Piani di trattamento multi-seduta. Un paziente che deve fare 4 otturazioni e un'estrazione non farà tutto in una seduta. Devi programmare un piano di trattamento distribuito su più appuntamenti — e tenere traccia di cosa è stato fatto e cosa manca. Con un sistema digitale, puoi creare appuntamenti ricorrenti e pianificare l'intero percorso in pochi click.

Appuntoo - Calendario settimanale con appuntamenti

Consigli pratici per l'organizzazione dell'agenda

Raggruppa i trattamenti simili per fasce orarie: le igieni e i controlli al mattino (sedute brevi, alto turnover), i trattamenti complessi nel primo pomeriggio (quando hai più energia e tempo). Prevedi slot "cuscinetto" di 10-15 minuti tra un paziente e l'altro per sanificazione della poltrona, preparazione del riunito e imprevisti. Non riempire mai l'agenda al 100%: lascia 1-2 slot liberi al giorno per le urgenze — un dente rotto o un ascesso non possono aspettare una settimana.


Gestire i pazienti: dall'anagrafica al piano di trattamento

In odontoiatria, la gestione del paziente è particolarmente articolata. Ogni paziente ha una storia dentale lunga — trattamenti fatti nel corso degli anni, situazione parodontale, protesi, allergie ai materiali — e tenere traccia di tutto è fondamentale sia per la qualità delle cure che per la tua tutela legale.

L'anagrafica completa

Per ogni paziente ti servono: dati anagrafici e fiscali (per la fatturazione e il Sistema TS), contatti completi (telefono, email, WhatsApp), anamnesi medica generale (patologie, farmaci, allergie — informazioni critiche in odontoiatria per i rischi legati ad anestesia e sanguinamento), storia dentale, piano di trattamento attivo e documenti (ortopantamografia, TAC, radiografie endorali, preventivi firmati).

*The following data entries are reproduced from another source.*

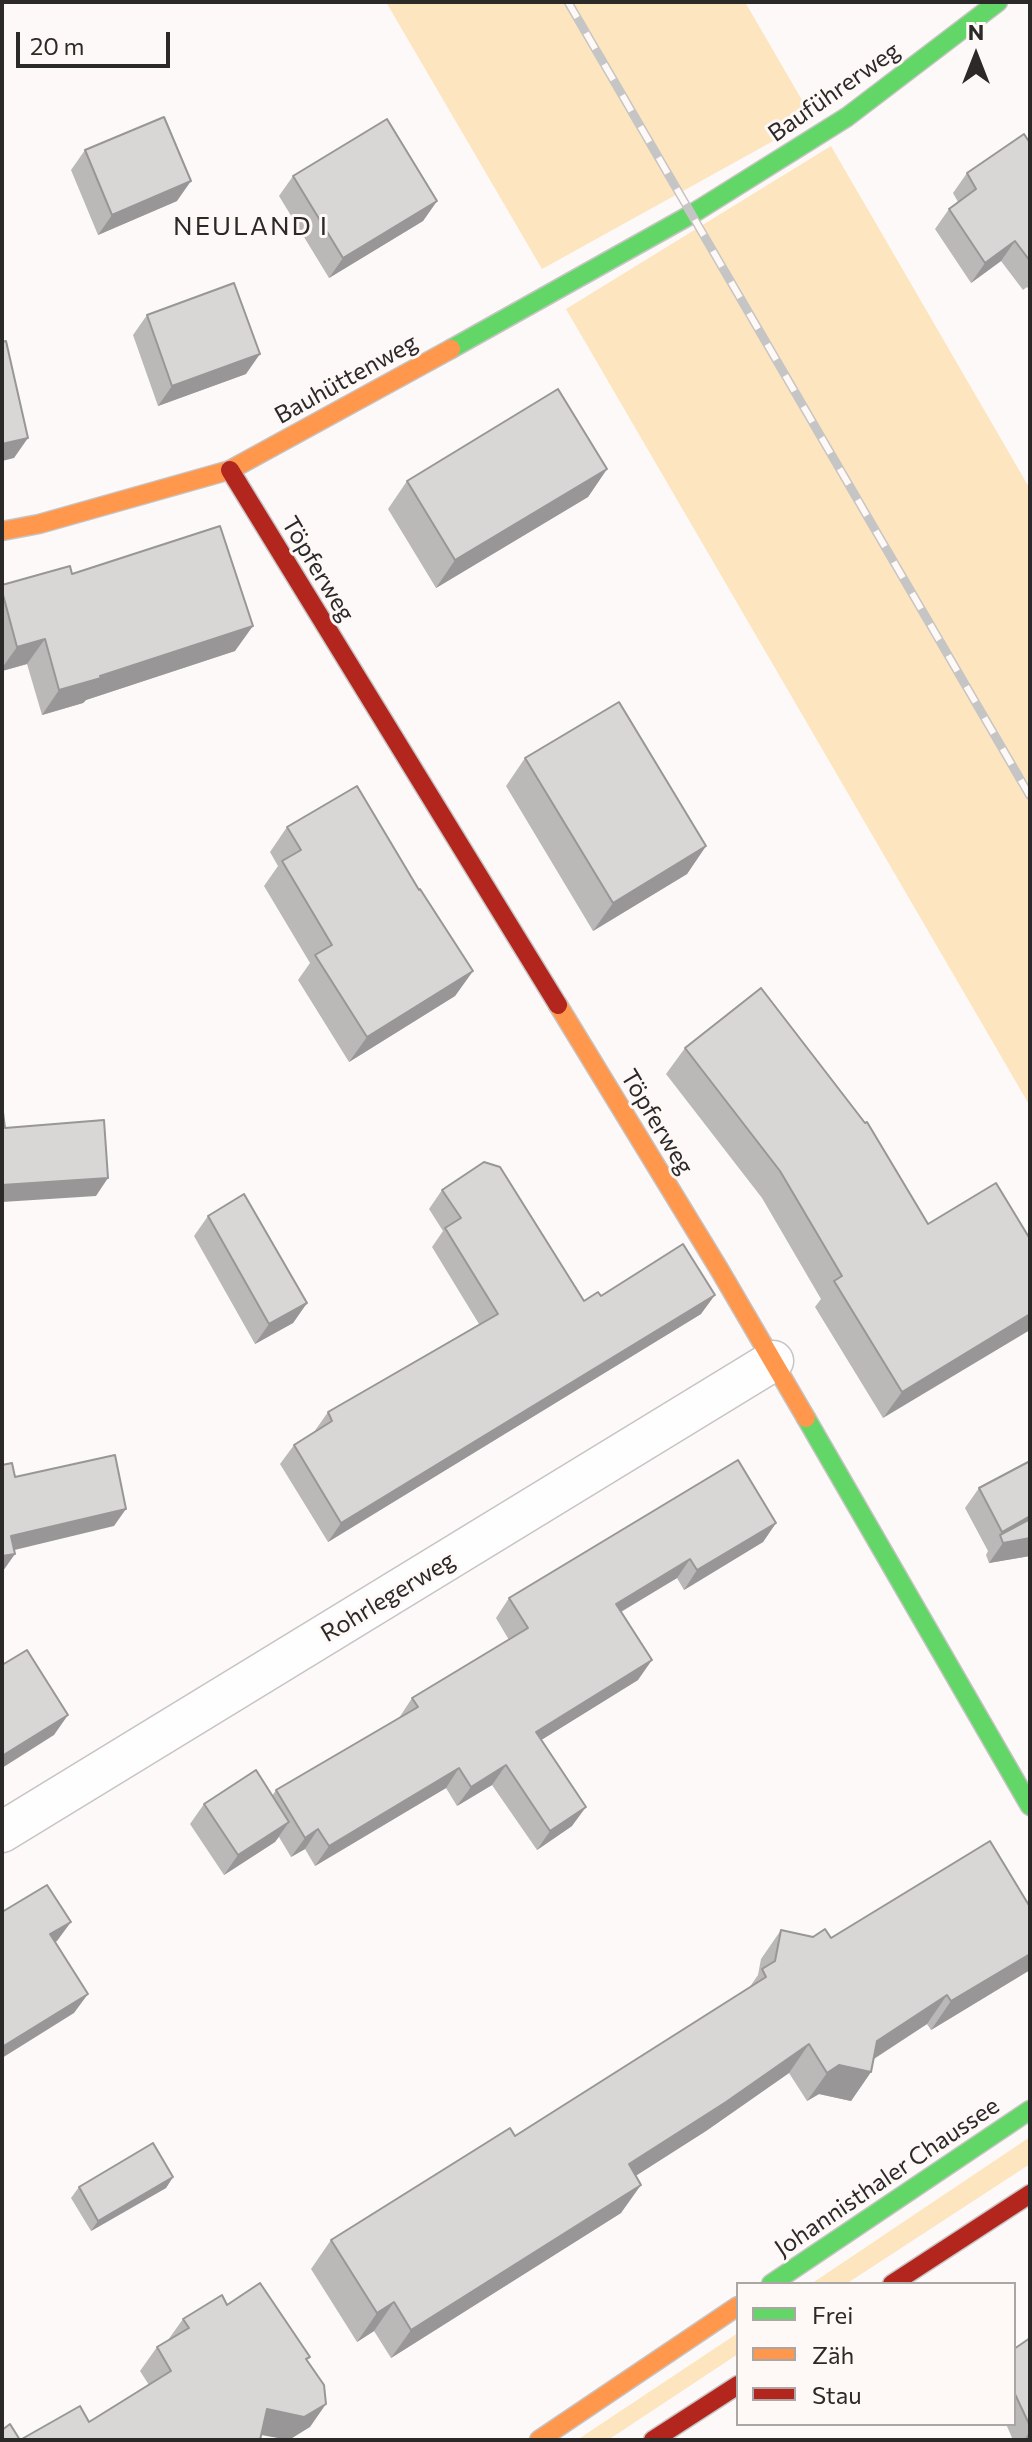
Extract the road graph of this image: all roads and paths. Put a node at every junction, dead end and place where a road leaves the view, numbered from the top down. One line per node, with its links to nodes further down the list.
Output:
1 (998, 2): 2 (street, Bauführerweg)
2 (692, 214): 3 (street, Bauhüttenweg)
3 (230, 470): 4 (street, Bauhüttenweg); 5 (street, Töpferweg)
4 (2, 531)
5 (773, 1361): 6 (street, Töpferweg); 7 (street, Rohrlegerweg)
6 (1030, 1806)
7 (2, 1832)
8 (1030, 2110): 10 (street, Johannisthaler Chaussee)
9 (1030, 2194): 11 (street)
10 (774, 2282)
11 (895, 2282)
12 (736, 2307): 14 (street)
13 (736, 2386): 15 (street)
14 (539, 2440)
15 (653, 2440)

Gestire tutto questo con schede cartacee o file sparsi è un incubo logistico. Un sistema di gestione anagrafica pazienti centralizzato ti permette di avere tutto a portata di click — dalla scheda paziente completa allo storico dei trattamenti — consultabile in 5 secondi prima che il paziente si sieda sulla poltrona.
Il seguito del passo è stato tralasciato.